Toy trains were altered when Märklin, a German firm which specialized in doll house accessories, sought to make an equivalent toy for boys where a continuous revenue stream could be guaranteed by purchasing add-on accessories for years after the initial purchase. Along with boxed sets containing a train and monitor, Märklin offered additional track, rolling stock, and buildings offered separately, creating the predecessor to the modern model train layout featuring scenery and buildings along with a working train.
Electric trains adopted, with the first appearing in 1897, made from the U.S. firm Carlisle & Finch. As home use of power became more common in the early 20th century, electric trains gained popularity and as time went on, these electrical trains grew in sophistication, gaining lighting, the ability to change management, to emit a whistling sound, to smoke, to couple and uncouple cars as well as load and unload freight. Toy trains by the first half of the 20th century were frequently made of lithographed tin; later trains were frequently made mainly of plastic.
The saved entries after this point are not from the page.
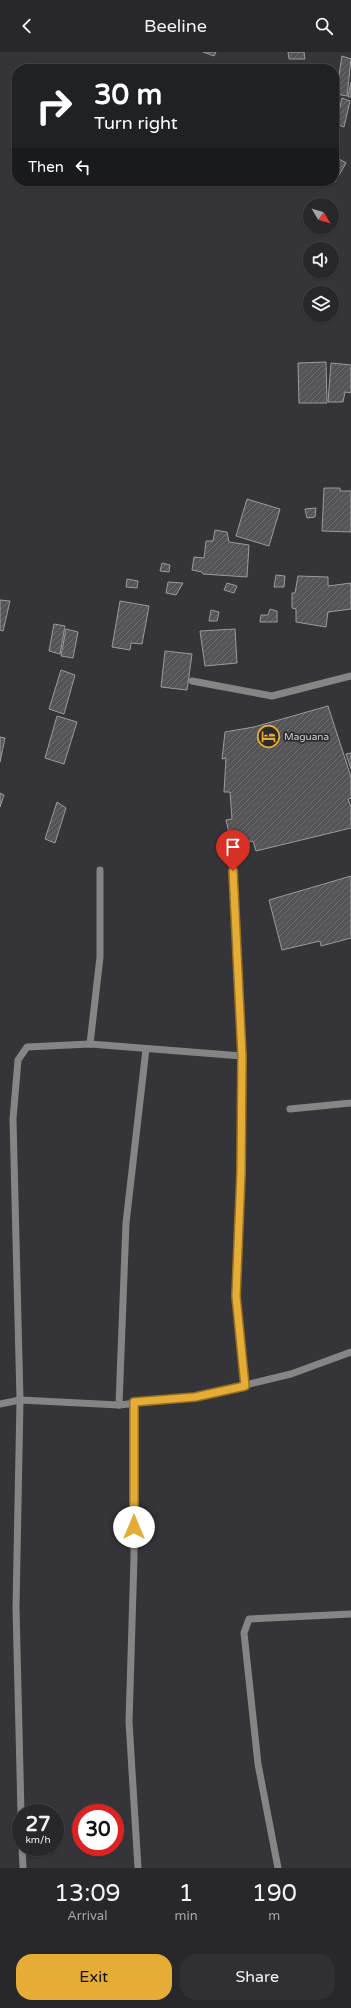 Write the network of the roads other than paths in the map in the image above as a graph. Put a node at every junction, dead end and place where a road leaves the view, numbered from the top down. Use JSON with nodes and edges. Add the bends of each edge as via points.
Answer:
{"nodes":[{"id":1,"x":351,"y":676,"type":"edge"},
{"id":2,"x":192,"y":681,"type":"dead end"},
{"id":3,"x":100,"y":870,"type":"dead end"},
{"id":4,"x":233,"y":871,"type":"dead end"},
{"id":5,"x":90,"y":1044,"type":"junction"},
{"id":6,"x":146,"y":1049,"type":"junction"},
{"id":7,"x":242,"y":1056,"type":"junction"},
{"id":8,"x":351,"y":1103,"type":"edge"},
{"id":9,"x":290,"y":1109,"type":"dead end"},
{"id":10,"x":351,"y":1352,"type":"edge"},
{"id":11,"x":245,"y":1386,"type":"junction"},
{"id":12,"x":20,"y":1400,"type":"junction"},
{"id":13,"x":134,"y":1402,"type":"junction"},
{"id":14,"x":0,"y":1404,"type":"edge"},
{"id":15,"x":119,"y":1405,"type":"junction"},
{"id":16,"x":351,"y":1614,"type":"edge"},
{"id":17,"x":21,"y":1804,"type":"edge"},
{"id":18,"x":22,"y":1856,"type":"edge"},
{"id":19,"x":23,"y":1868,"type":"edge"},
{"id":20,"x":138,"y":1868,"type":"edge"},
{"id":21,"x":278,"y":1868,"type":"edge"}],
"edges":[{"from":1,"to":2,"type":"street","via":[[272,696]]},
{"from":3,"to":5,"type":"street","via":[[100,957]]},
{"from":4,"to":7,"type":"street"},
{"from":5,"to":6,"type":"street"},
{"from":5,"to":12,"type":"street","via":[[27,1047],[18,1060],[13,1119]]},
{"from":6,"to":7,"type":"street"},
{"from":6,"to":15,"type":"street","via":[[126,1223]]},
{"from":7,"to":11,"type":"street","via":[[236,1296]]},
{"from":8,"to":9,"type":"street"},
{"from":10,"to":11,"type":"street","via":[[291,1374]]},
{"from":11,"to":13,"type":"street","via":[[195,1397]]},
{"from":12,"to":14,"type":"street"},
{"from":12,"to":15,"type":"street"},
{"from":12,"to":17,"type":"street","via":[[16,1608]]},
{"from":13,"to":15,"type":"street"},
{"from":13,"to":20,"type":"street","via":[[134,1558],[129,1722]]},
{"from":16,"to":21,"type":"street","via":[[249,1620],[244,1633],[258,1764]]},
{"from":18,"to":19,"type":"street"}]} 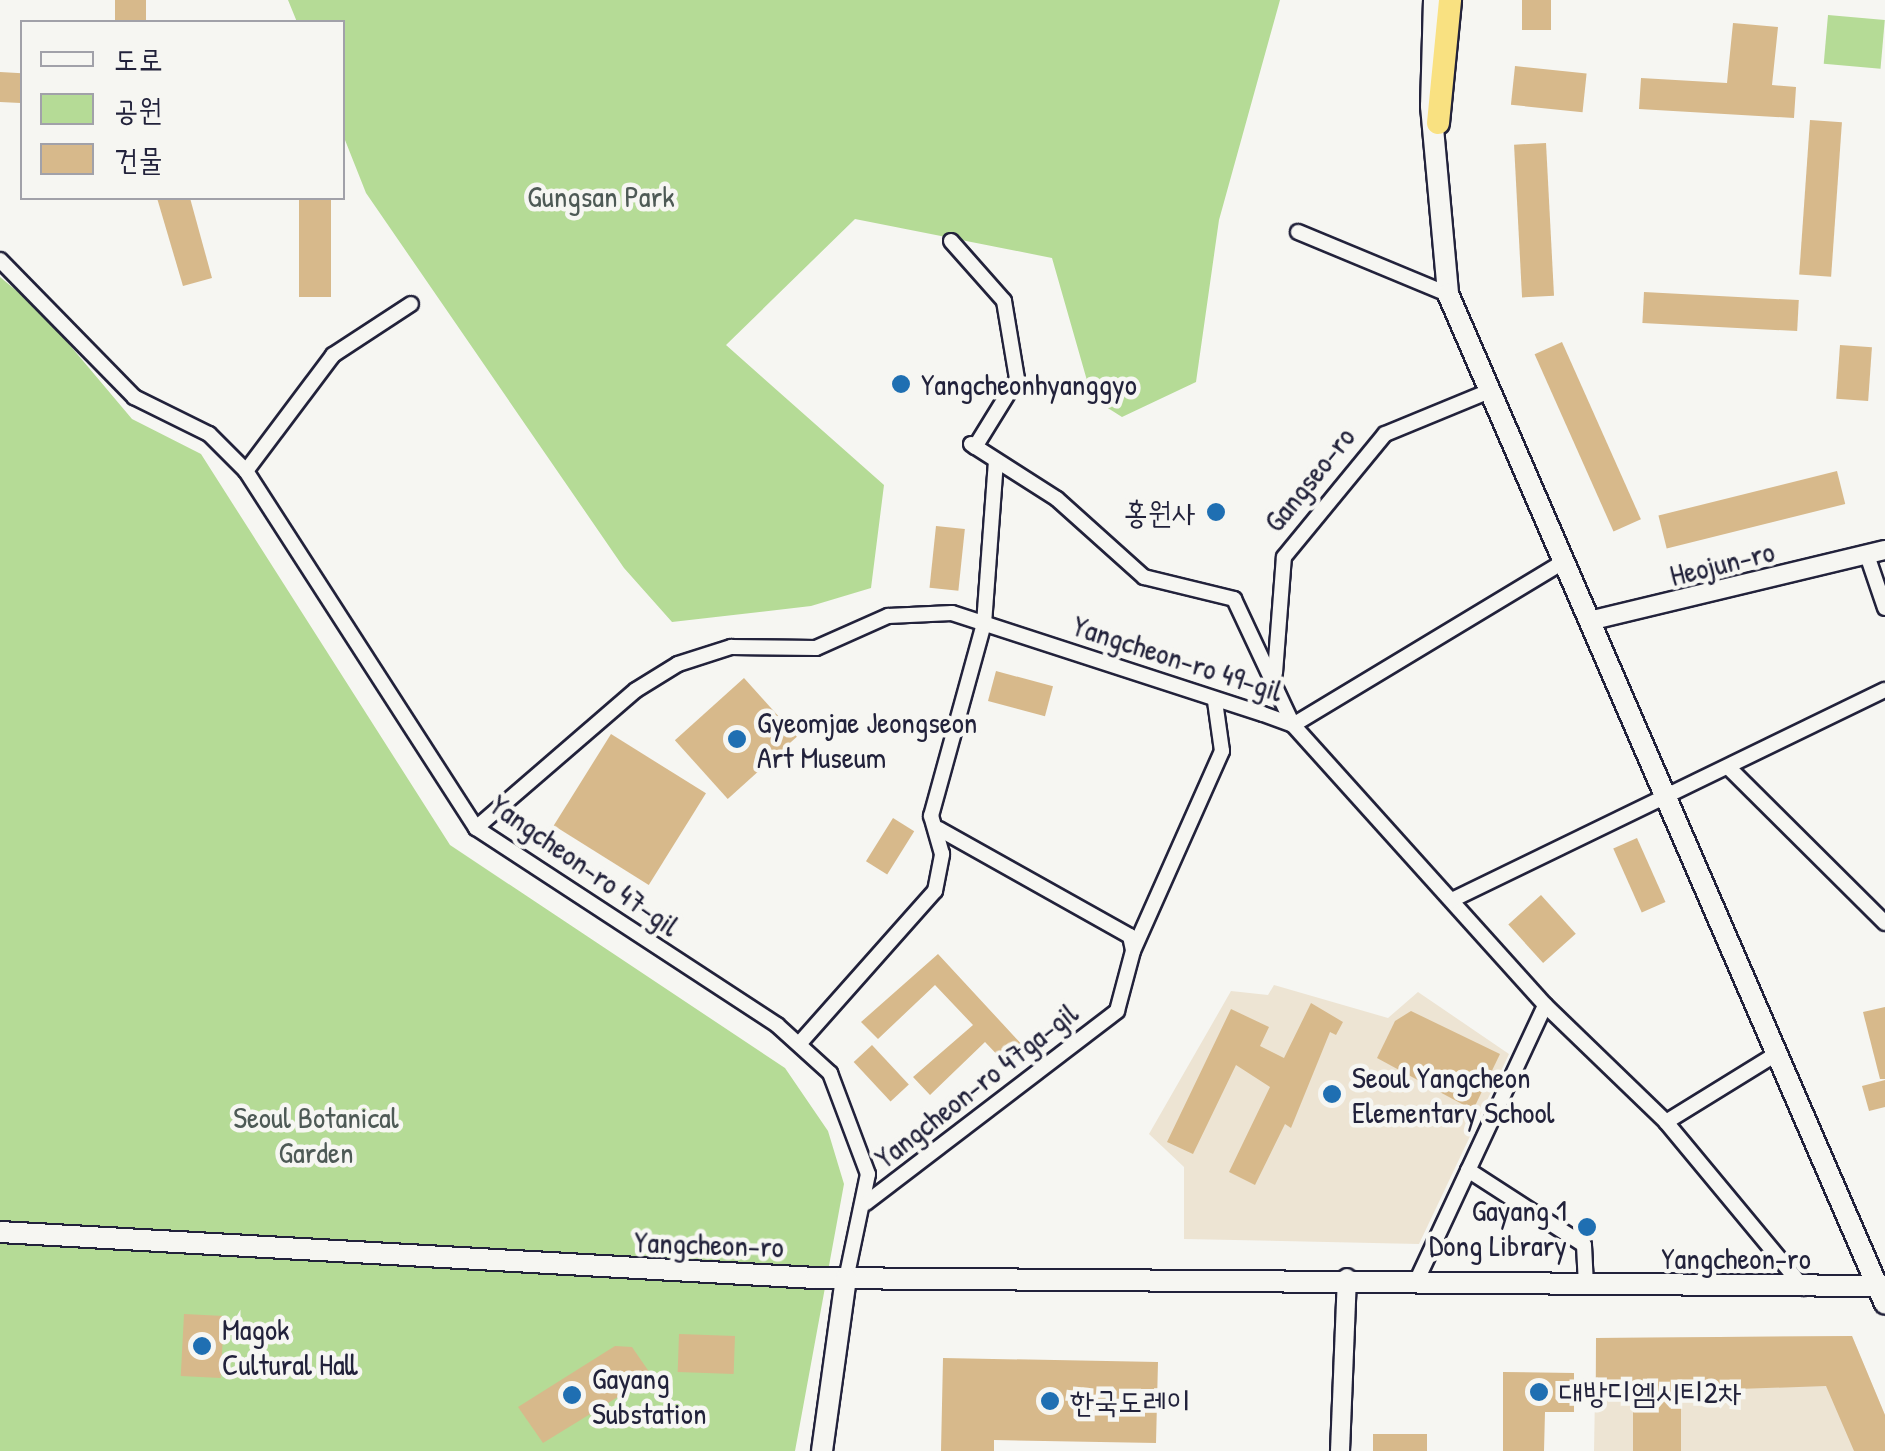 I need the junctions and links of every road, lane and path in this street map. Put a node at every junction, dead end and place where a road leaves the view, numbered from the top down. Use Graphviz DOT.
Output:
graph roads {
  1 [pos="1434,0"];
  2 [pos="1450,0"];
  3 [pos="1459,0"];
  4 [pos="1438,122"];
  5 [pos="1298,232"];
  6 [pos="951,240"];
  7 [pos="0,260"];
  8 [pos="1448,294"];
  9 [pos="411,304"];
  10 [pos="1487,392"];
  11 [pos="996,461"];
  12 [pos="246,471"];
  13 [pos="1876,552"];
  14 [pos="1563,562"];
  15 [pos="1885,608"];
  16 [pos="1589,621"];
  17 [pos="984,624"];
  18 [pos="1275,674"];
  19 [pos="1885,690"];
  20 [pos="1214,701"];
  21 [pos="1293,724"];
  22 [pos="1729,768"];
  23 [pos="1667,800"];
  24 [pos="476,828"];
  25 [pos="939,829"];
  26 [pos="1452,900"];
  27 [pos="1885,923"];
  28 [pos="1134,950"];
  29 [pos="1545,1005"];
  30 [pos="799,1044"];
  31 [pos="1776,1054"];
  32 [pos="1666,1122"];
  33 [pos="1468,1170"];
  34 [pos="866,1203"];
  35 [pos="0,1232"];
  36 [pos="1347,1278"];
  37 [pos="846,1279"];
  38 [pos="1417,1280"];
  39 [pos="1586,1286"];
  40 [pos="1806,1290"];
  41 [pos="1882,1292"];
  42 [pos="822,1451"];
  43 [pos="1340,1451"];
  1 -- 4 [label="main road"];
  2 -- 4 [label="highway"];
  3 -- 4 [label="main road"];
  4 -- 8 [label="main road"];
  5 -- 8 [label="street"];
  6 -- 11 [label="street"];
  7 -- 12 [label="street, Yangcheon-ro 47-gil"];
  8 -- 10 [label="main road"];
  9 -- 12 [label="street"];
  10 -- 14 [label="main road"];
  10 -- 18 [label="street, Gangseo-ro"];
  11 -- 17 [label="street"];
  11 -- 18 [label="street"];
  12 -- 24 [label="street, Yangcheon-ro 47-gil"];
  13 -- 15 [label="street, Heojun-ro"];
  13 -- 16 [label="street, Heojun-ro"];
  14 -- 16 [label="main road"];
  14 -- 21 [label="street"];
  16 -- 23 [label="main road"];
  17 -- 20 [label="street, Yangcheon-ro 49-gil"];
  17 -- 24 [label="street, Yangcheon-ro 49-gil"];
  17 -- 25 [label="street"];
  18 -- 21 [label="street"];
  19 -- 22 [label="street"];
  20 -- 21 [label="street, Yangcheon-ro 49-gil"];
  20 -- 28 [label="street, Yangcheon-ro 47ga-gil"];
  21 -- 26 [label="street, Yangcheon-ro 49-gil"];
  22 -- 23 [label="street"];
  22 -- 27 [label="street"];
  23 -- 26 [label="street"];
  23 -- 31 [label="main road"];
  24 -- 30 [label="street, Yangcheon-ro 47-gil"];
  25 -- 28 [label="street"];
  25 -- 30 [label="street"];
  26 -- 29 [label="street, Yangcheon-ro 49-gil"];
  28 -- 34 [label="street, Yangcheon-ro 47ga-gil"];
  29 -- 32 [label="street, Yangcheon-ro 49-gil"];
  29 -- 33 [label="street"];
  30 -- 34 [label="street, Yangcheon-ro 47-gil"];
  31 -- 32 [label="street"];
  31 -- 41 [label="main road"];
  32 -- 40 [label="street, Yangcheon-ro 49-gil"];
  33 -- 38 [label="street"];
  33 -- 39 [label="street"];
  34 -- 37 [label="street, Yangcheon-ro 47-gil"];
  35 -- 37 [label="main road, Yangcheon-ro"];
  36 -- 37 [label="main road, Yangcheon-ro"];
  36 -- 38 [label="main road, Yangcheon-ro"];
  36 -- 43 [label="street"];
  37 -- 42 [label="main road"];
  38 -- 39 [label="main road, Yangcheon-ro"];
  39 -- 40 [label="main road, Yangcheon-ro"];
  40 -- 41 [label="main road, Yangcheon-ro"];
}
Pull toys and wind-up trains were marketed by kids, while electric trains were marketed towards teenagers, particularly teenaged boys. Consumer interest in trains as toys waned in the late 1950s, but has undergone resurgence since the late 1990s due in large part to the popularity of Thomas the Tank Engine.
Today, S gauge and O gauge railroads are still considered toy trains even by their own adherents and are often accessorized with semi-scale model buildings by Plasticville or K-Line (who owns the rights to the Plasticville-like buildings produced by Marx from the 1950s into the 1970s). However, as a result of their high cost, one is more likely to find an HO scale or N scale train set at a toy store than an O scale set.
Many modern electrical toy trains contain sophisticated electronic equipment that exude digitized sound effects and allow the operator to securely and easily run multiple remote control trains on one loop of track. In the last few decades, many toy rail operators may operate a train using a TV camera in the front of the engine and hooked up to a display, such as computer monitor. This will show a picture, like that of a real (smaller size) railroad.